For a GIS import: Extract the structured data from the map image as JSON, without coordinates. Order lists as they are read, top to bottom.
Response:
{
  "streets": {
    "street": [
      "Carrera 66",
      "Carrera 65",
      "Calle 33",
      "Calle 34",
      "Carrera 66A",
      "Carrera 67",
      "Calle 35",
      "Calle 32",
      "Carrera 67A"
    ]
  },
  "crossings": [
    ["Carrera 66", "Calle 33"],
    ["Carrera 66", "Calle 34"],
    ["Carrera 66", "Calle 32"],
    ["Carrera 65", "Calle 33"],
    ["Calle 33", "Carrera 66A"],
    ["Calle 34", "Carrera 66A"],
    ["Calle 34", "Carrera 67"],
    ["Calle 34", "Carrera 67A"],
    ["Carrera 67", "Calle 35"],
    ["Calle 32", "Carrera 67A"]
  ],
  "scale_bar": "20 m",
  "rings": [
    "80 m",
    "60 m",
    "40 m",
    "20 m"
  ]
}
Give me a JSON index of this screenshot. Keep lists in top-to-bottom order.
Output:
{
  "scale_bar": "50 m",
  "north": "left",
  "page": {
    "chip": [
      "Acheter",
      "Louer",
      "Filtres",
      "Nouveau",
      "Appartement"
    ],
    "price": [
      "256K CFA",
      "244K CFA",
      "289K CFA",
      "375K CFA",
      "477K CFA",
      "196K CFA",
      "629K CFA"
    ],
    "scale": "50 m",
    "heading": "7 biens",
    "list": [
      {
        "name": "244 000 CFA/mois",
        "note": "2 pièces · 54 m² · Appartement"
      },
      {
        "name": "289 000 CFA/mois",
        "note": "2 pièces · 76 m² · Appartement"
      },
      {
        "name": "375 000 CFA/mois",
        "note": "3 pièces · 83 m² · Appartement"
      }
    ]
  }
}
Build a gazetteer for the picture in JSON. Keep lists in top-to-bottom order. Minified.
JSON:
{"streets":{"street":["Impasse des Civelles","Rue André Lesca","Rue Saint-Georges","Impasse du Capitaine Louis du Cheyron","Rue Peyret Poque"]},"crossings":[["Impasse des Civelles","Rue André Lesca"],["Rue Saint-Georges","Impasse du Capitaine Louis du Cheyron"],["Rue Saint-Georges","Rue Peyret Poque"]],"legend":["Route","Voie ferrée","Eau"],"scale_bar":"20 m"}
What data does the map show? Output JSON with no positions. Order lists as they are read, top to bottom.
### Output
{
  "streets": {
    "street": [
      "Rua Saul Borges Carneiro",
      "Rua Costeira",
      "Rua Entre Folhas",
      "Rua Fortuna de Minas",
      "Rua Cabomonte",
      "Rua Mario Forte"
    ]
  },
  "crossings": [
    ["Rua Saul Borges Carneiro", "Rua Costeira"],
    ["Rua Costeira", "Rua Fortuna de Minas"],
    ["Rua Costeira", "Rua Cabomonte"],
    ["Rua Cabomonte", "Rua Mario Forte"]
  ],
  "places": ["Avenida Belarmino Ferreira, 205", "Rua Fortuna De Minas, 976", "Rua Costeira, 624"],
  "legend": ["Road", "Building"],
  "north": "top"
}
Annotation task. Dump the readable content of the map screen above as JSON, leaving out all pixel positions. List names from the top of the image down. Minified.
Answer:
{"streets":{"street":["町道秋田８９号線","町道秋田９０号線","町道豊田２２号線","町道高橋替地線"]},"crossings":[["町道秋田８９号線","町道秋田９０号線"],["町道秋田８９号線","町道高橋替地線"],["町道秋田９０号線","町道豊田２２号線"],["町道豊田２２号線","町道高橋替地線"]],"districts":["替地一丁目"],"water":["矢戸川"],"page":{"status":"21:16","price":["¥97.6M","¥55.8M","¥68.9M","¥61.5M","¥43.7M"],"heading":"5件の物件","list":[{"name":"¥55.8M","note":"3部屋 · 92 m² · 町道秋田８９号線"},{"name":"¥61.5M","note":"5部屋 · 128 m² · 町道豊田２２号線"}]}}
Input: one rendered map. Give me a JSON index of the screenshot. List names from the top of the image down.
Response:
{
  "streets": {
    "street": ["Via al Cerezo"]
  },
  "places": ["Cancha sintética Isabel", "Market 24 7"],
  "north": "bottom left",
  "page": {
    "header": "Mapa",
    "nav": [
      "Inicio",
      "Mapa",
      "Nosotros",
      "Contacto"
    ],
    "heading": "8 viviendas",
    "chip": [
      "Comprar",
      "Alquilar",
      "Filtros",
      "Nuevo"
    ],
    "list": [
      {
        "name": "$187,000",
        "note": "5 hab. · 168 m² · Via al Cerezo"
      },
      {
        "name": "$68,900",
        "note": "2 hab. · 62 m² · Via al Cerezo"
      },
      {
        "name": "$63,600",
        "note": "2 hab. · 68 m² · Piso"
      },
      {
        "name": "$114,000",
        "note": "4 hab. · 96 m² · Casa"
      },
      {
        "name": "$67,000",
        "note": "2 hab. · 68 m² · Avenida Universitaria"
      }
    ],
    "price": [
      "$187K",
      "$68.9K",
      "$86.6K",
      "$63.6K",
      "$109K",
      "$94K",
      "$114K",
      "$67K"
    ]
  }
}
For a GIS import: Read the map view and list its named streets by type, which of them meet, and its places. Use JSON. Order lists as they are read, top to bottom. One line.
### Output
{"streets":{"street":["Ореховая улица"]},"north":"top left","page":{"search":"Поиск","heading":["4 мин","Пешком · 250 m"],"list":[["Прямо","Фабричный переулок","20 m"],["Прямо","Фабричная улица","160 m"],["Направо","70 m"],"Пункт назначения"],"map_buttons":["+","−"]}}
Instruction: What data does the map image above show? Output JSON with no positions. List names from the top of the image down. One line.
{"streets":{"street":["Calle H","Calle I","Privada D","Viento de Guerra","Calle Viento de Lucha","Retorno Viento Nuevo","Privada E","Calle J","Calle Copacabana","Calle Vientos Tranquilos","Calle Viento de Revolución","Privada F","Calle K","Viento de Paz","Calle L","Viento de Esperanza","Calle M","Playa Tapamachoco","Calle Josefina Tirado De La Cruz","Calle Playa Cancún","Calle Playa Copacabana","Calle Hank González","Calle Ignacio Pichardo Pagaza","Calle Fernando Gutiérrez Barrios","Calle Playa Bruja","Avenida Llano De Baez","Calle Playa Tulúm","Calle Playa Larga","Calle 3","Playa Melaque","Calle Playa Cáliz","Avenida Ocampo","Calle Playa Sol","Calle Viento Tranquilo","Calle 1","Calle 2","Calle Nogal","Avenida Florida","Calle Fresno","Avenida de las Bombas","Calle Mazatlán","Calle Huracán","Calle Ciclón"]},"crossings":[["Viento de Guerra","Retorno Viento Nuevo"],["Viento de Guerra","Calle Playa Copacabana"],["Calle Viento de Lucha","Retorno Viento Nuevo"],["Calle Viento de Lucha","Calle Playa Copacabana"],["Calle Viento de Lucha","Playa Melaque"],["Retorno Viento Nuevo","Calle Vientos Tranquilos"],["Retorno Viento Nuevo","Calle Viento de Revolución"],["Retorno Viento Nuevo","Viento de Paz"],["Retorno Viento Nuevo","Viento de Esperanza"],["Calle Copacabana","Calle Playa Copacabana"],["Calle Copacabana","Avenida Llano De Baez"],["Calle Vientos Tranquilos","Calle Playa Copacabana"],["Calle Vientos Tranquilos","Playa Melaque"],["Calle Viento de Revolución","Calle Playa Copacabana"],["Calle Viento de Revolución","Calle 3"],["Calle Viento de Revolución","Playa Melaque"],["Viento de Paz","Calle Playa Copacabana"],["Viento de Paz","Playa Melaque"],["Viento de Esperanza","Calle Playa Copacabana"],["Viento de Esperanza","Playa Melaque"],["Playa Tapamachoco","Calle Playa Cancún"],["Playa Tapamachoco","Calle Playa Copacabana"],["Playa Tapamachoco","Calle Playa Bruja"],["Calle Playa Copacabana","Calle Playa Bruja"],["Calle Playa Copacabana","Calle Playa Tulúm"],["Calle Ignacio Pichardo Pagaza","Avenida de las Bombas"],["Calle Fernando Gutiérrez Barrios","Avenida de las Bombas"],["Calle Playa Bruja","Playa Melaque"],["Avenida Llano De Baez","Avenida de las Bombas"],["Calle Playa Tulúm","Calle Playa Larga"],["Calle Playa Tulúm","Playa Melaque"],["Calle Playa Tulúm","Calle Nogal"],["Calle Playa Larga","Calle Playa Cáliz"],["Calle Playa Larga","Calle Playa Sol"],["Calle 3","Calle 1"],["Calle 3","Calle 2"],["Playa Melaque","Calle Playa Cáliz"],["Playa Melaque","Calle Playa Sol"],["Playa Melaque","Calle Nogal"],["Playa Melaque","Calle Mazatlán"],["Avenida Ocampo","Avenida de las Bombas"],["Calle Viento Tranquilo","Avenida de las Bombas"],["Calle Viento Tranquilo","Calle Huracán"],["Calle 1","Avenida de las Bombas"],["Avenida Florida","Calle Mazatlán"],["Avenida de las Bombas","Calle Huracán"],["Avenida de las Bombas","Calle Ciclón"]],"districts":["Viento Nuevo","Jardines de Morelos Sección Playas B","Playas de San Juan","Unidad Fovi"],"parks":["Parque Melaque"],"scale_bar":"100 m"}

+---+

▶ _WORK ORDER_
Up to and including the line with "Build a gazetteer", repeat the entries exactly, beginning at their first line.

▶ _THE COMPLETED TASK_
For a GIS import: Extract the structured data from the map image as JSON, without coordinates. Order lists as they are read, top to bottom.
Response:
{
  "streets": {
    "street": [
      "Carrera 66",
      "Carrera 65",
      "Calle 33",
      "Calle 34",
      "Carrera 66A",
      "Carrera 67",
      "Calle 35",
      "Calle 32",
      "Carrera 67A"
    ]
  },
  "crossings": [
    ["Carrera 66", "Calle 33"],
    ["Carrera 66", "Calle 34"],
    ["Carrera 66", "Calle 32"],
    ["Carrera 65", "Calle 33"],
    ["Calle 33", "Carrera 66A"],
    ["Calle 34", "Carrera 66A"],
    ["Calle 34", "Carrera 67"],
    ["Calle 34", "Carrera 67A"],
    ["Carrera 67", "Calle 35"],
    ["Calle 32", "Carrera 67A"]
  ],
  "scale_bar": "20 m",
  "rings": [
    "80 m",
    "60 m",
    "40 m",
    "20 m"
  ]
}
Give me a JSON index of this screenshot. Keep lists in top-to-bottom order.
Output:
{
  "scale_bar": "50 m",
  "north": "left",
  "page": {
    "chip": [
      "Acheter",
      "Louer",
      "Filtres",
      "Nouveau",
      "Appartement"
    ],
    "price": [
      "256K CFA",
      "244K CFA",
      "289K CFA",
      "375K CFA",
      "477K CFA",
      "196K CFA",
      "629K CFA"
    ],
    "scale": "50 m",
    "heading": "7 biens",
    "list": [
      {
        "name": "244 000 CFA/mois",
        "note": "2 pièces · 54 m² · Appartement"
      },
      {
        "name": "289 000 CFA/mois",
        "note": "2 pièces · 76 m² · Appartement"
      },
      {
        "name": "375 000 CFA/mois",
        "note": "3 pièces · 83 m² · Appartement"
      }
    ]
  }
}
Build a gazetteer for the picture in JSON. Keep lists in top-to-bottom order. Minified.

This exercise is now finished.